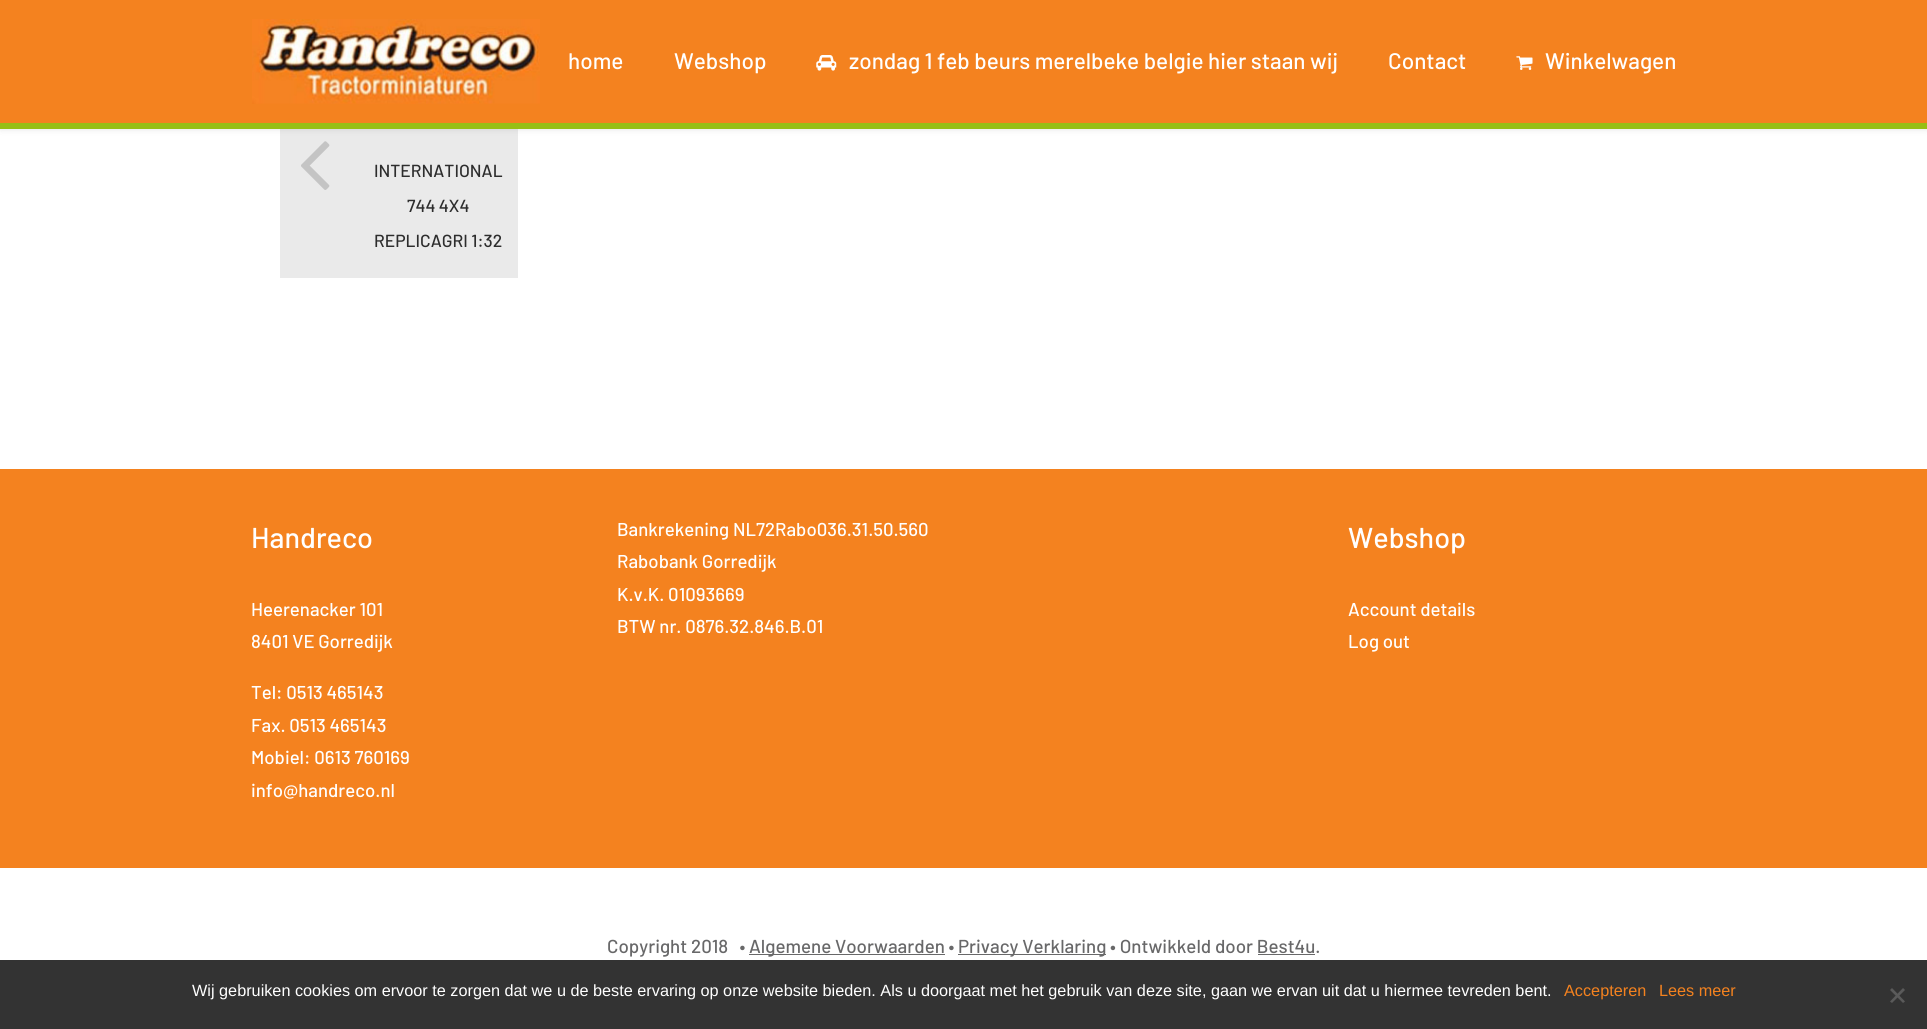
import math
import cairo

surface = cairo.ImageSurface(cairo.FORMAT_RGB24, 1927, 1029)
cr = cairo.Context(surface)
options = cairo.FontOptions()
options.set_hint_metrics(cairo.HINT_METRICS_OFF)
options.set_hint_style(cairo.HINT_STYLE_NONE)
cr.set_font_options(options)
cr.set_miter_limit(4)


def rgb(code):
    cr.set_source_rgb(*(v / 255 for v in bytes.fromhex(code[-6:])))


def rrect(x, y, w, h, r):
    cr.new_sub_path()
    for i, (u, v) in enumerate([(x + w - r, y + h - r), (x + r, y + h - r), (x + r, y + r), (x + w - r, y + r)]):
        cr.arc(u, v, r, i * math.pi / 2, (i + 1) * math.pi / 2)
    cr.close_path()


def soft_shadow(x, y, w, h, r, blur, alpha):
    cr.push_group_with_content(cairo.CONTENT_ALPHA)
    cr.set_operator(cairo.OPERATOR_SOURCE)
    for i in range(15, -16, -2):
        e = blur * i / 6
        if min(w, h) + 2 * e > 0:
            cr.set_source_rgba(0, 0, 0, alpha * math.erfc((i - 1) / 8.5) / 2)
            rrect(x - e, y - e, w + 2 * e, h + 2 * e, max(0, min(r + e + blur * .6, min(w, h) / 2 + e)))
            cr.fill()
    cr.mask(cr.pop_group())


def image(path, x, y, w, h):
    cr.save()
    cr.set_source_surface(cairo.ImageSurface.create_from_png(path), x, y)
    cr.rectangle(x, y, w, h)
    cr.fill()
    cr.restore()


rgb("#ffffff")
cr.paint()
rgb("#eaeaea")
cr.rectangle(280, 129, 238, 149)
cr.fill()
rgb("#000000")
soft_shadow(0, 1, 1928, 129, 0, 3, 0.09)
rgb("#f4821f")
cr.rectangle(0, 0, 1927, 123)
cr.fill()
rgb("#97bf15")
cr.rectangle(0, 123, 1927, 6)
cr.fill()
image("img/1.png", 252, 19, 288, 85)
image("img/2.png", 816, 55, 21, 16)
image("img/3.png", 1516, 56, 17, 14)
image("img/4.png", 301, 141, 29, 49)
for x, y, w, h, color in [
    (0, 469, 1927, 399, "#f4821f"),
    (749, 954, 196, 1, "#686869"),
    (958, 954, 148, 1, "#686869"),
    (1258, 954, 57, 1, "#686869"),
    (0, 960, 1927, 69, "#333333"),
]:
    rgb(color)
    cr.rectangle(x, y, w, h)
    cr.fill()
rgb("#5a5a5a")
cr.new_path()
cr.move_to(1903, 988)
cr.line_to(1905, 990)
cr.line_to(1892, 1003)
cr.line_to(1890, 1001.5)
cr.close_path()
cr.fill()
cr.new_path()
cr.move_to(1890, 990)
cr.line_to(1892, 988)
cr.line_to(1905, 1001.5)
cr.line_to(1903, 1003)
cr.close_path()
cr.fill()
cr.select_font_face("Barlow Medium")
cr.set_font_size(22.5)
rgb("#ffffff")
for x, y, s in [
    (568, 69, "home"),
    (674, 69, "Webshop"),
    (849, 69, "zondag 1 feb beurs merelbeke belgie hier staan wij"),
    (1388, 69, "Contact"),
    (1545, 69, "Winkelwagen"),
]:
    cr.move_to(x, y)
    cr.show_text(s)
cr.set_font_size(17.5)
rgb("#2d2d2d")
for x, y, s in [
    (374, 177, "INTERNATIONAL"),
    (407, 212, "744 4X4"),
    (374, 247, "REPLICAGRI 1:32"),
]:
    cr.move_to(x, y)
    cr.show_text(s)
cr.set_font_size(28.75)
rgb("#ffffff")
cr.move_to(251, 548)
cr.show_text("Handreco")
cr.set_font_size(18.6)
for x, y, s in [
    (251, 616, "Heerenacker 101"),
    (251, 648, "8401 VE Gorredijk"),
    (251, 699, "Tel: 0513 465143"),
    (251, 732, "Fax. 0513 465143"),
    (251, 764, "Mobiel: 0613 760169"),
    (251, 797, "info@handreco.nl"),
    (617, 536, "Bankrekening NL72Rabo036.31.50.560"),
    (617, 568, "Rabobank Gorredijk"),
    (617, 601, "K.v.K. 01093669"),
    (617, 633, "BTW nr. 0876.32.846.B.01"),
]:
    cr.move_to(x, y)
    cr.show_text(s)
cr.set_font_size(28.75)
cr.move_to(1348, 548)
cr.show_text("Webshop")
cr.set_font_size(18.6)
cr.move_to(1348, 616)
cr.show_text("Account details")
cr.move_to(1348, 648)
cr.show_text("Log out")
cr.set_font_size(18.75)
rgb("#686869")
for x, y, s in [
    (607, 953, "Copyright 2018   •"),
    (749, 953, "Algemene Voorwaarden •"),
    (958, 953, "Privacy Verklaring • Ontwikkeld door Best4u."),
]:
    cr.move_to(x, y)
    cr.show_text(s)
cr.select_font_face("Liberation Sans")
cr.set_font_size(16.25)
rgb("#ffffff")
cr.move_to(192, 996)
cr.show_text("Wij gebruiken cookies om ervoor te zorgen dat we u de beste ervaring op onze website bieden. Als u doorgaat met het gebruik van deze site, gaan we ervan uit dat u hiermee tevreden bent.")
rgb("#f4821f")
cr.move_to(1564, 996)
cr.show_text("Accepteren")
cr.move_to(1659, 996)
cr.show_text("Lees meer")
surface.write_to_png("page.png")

_____

Work order:
Exactly reproduce the run of lines from the start of the listing through the line with "cr.restore()", inclusive; pictures are not copied.

Response below:
import math
import cairo

surface = cairo.ImageSurface(cairo.FORMAT_RGB24, 1927, 1029)
cr = cairo.Context(surface)
options = cairo.FontOptions()
options.set_hint_metrics(cairo.HINT_METRICS_OFF)
options.set_hint_style(cairo.HINT_STYLE_NONE)
cr.set_font_options(options)
cr.set_miter_limit(4)


def rgb(code):
    cr.set_source_rgb(*(v / 255 for v in bytes.fromhex(code[-6:])))


def rrect(x, y, w, h, r):
    cr.new_sub_path()
    for i, (u, v) in enumerate([(x + w - r, y + h - r), (x + r, y + h - r), (x + r, y + r), (x + w - r, y + r)]):
        cr.arc(u, v, r, i * math.pi / 2, (i + 1) * math.pi / 2)
    cr.close_path()


def soft_shadow(x, y, w, h, r, blur, alpha):
    cr.push_group_with_content(cairo.CONTENT_ALPHA)
    cr.set_operator(cairo.OPERATOR_SOURCE)
    for i in range(15, -16, -2):
        e = blur * i / 6
        if min(w, h) + 2 * e > 0:
            cr.set_source_rgba(0, 0, 0, alpha * math.erfc((i - 1) / 8.5) / 2)
            rrect(x - e, y - e, w + 2 * e, h + 2 * e, max(0, min(r + e + blur * .6, min(w, h) / 2 + e)))
            cr.fill()
    cr.mask(cr.pop_group())


def image(path, x, y, w, h):
    cr.save()
    cr.set_source_surface(cairo.ImageSurface.create_from_png(path), x, y)
    cr.rectangle(x, y, w, h)
    cr.fill()
    cr.restore()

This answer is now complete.